この一章はだいぶ短かくなっちゃいましたし、話が急すぎたりと読みにくかったと思います。
次はもう少ししっかり書けるよう頑張りたいです。

それでは一章の最後です。見ていってください!


 俺が医務室で焔や神と話してから一ヶ月が経った。

 この一ヶ月は地獄だったよ。

 怪我が治った俺が仕事に戻った時、待っていたのは仕事の山。

 咎人達が暴れた事に対する事後報告の書類、荒れてしまった地獄の復興など、やる事が多すぎて最初の一週間はまともに眠れていない。

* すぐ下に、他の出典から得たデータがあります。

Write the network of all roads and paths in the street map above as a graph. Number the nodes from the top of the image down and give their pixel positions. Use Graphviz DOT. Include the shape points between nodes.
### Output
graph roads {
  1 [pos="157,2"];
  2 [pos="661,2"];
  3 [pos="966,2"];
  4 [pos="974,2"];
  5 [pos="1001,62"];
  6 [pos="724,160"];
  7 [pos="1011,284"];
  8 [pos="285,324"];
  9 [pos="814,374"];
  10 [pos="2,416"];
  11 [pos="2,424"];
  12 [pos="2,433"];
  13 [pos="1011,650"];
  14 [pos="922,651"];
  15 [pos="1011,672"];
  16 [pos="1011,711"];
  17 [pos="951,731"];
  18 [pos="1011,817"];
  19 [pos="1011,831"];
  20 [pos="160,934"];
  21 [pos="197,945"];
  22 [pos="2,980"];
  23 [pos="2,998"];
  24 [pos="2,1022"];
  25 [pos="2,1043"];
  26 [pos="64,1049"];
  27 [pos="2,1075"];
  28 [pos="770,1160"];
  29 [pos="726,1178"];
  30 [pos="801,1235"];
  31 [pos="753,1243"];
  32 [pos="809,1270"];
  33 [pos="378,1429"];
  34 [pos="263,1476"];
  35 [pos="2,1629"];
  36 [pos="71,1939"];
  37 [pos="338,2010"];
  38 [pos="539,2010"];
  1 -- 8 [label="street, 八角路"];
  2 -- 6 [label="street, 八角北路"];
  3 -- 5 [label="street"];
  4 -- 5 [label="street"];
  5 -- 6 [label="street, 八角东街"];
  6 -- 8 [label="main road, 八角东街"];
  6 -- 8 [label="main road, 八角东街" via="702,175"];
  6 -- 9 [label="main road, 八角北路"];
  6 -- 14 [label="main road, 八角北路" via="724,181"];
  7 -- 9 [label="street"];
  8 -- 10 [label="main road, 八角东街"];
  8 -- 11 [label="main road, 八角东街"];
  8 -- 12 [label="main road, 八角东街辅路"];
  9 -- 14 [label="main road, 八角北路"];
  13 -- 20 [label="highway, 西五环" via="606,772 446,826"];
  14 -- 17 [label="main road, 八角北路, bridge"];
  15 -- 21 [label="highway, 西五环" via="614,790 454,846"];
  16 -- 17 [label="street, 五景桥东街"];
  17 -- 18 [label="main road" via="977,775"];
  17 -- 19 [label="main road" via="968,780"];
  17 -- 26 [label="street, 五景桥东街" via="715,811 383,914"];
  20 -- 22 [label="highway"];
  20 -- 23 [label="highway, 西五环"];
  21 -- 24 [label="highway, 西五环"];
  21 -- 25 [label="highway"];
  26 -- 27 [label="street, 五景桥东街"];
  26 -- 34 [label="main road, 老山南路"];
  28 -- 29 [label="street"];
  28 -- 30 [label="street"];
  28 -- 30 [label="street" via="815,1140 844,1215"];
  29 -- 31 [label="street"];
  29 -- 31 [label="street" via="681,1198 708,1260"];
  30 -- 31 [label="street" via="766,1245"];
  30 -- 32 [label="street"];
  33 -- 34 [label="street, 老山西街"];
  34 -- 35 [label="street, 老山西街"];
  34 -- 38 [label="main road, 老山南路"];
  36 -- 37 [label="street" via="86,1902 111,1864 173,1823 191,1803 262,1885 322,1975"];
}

 そんな中で書類仕事を寝ずにやっていた焔は、一週間が過ぎた辺りで、死んだような目で独り言を言うようになってきたからやすがに休ませた。

 いや、だって焔の奴、

 

「……ふふ、どう?空。私だってやれば出来るのよ?

 ……やだなぁ、そんなに褒めないでよぉ。心兄や桃花もいるんだからぁ」

 

 とか言ってんだぞ。怖いよ、怖い。

 何が怖いって独り言に俺の名前が出ていて、何も言ってないのに嬉しがってるところが怖い!近くにいた心や桃花も軽く引いてたくらいだよ。

 それに、その頃には心や桃花、外で働いてる鬼達もだいぶきつそうだったし、俺も正直きつかったから、心に皆を少し休ませるように言ってもらった。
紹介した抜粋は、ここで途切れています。